Sclerosi multipla, a Genova il centro che guida tre progetti sperimentali

Genova. C’è anche il capoluogo ligure tra i protagonisti dei tre nuovi studi internazionali sulla sclerosi multipla progressiva finanziati con 6,9 milioni di euro dall’International Progressive MS Alliance.
Il NeuroBRITE FISM Research Center di Genova guiderà il trial italiano sulla faticabilità nel cammino, uno dei sintomi che più incidono sull’autonomia delle persone con forme progressive. L’obiettivo dei progetti è migliorare concretamente la vita delle persone con sclerosi multipla progressiva intervenendo su alcuni dei disturbi più impattanti – fatica, dolore, difficoltà cognitive e mobilità – attraverso interventi pensati per essere rapidamente trasferibili nella pratica clinica.
Questi finanziamenti fanno parte della seconda fase di un percorso di ricerca strutturato avviato dall’Alliance per progettare, testare e portare nella pratica clinica nuovi interventi per le forme progressive. Non si tratta quindi di studi preliminari, ma di ricerche pensate per verificare l’efficacia concreta di strategie che, se validate, potranno essere integrate nei sistemi sanitari.
Tra i promotori dell’Alleanza c’è l’Associazione Italiana Sclerosi Multipla (AISM) con la sua Fondazione (FISM): membri fondatori, finanziatori e parte del Managing Board. Un ruolo di governance internazionale che oggi si traduce anche nel coinvolgimento diretto della ricerca italiana in uno dei progetti selezionati.
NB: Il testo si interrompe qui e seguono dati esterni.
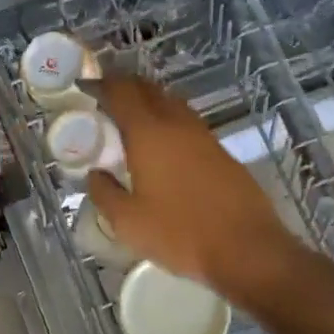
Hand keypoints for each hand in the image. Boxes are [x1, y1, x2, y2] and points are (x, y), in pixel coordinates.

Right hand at [86, 75, 290, 291]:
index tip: (87, 86)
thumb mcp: (127, 222)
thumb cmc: (179, 233)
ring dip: (149, 103)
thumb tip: (95, 174)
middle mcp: (177, 124)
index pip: (122, 92)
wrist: (246, 249)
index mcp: (149, 133)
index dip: (102, 84)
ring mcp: (203, 136)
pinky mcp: (221, 152)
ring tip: (131, 120)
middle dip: (125, 88)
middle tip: (105, 99)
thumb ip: (104, 193)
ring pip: (171, 104)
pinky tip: (162, 145)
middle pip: (149, 90)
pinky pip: (187, 124)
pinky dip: (168, 122)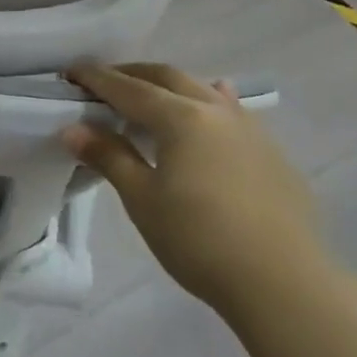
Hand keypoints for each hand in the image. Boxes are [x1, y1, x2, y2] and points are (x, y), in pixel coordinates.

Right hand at [61, 63, 328, 317]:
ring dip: (169, 86)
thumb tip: (73, 129)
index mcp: (181, 118)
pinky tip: (213, 104)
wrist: (285, 284)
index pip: (128, 89)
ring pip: (203, 90)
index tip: (71, 72)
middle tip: (103, 81)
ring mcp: (250, 129)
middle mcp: (216, 111)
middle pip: (167, 78)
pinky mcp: (272, 153)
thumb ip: (109, 156)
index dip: (97, 78)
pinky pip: (231, 112)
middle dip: (132, 74)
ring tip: (150, 95)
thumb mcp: (142, 199)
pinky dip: (208, 102)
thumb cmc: (199, 239)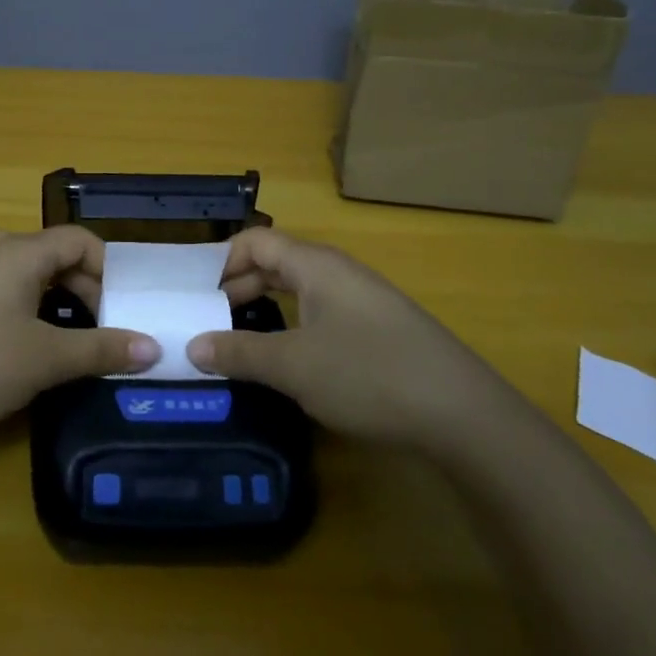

L’Alliance: una regia globale per le forme progressive
L’International Progressive MS Alliance è una collaborazione internazionale senza precedenti che riunisce le principali organizzazioni SM del mondo, tra cui AISM, insieme a ricercatori, clinici, industria, fondazioni, donatori e persone con forme progressive di malattia. È nata per accelerare lo sviluppo di trattamenti efficaci e migliorare la qualità della vita delle persone con sclerosi multipla progressiva in tutto il mondo.
«Le forme progressive rappresentano ancora oggi l’area della sclerosi multipla con minori opzioni terapeutiche e con il maggiore impatto sulla disabilità. Per questo abbiamo voluto fortemente questa Alleanza fin dalla sua nascita. Con questo nuovo investimento internazionale rafforziamo il ruolo di AISM nella governance della ricerca globale e, soprattutto, confermiamo un impegno preciso: trasformare la scienza in soluzioni concrete per le oltre 144.000 persone con sclerosi multipla nel nostro Paese», spiega Mario Alberto Battaglia, presidente della FISM – Fondazione Italiana Sclerosi Multipla.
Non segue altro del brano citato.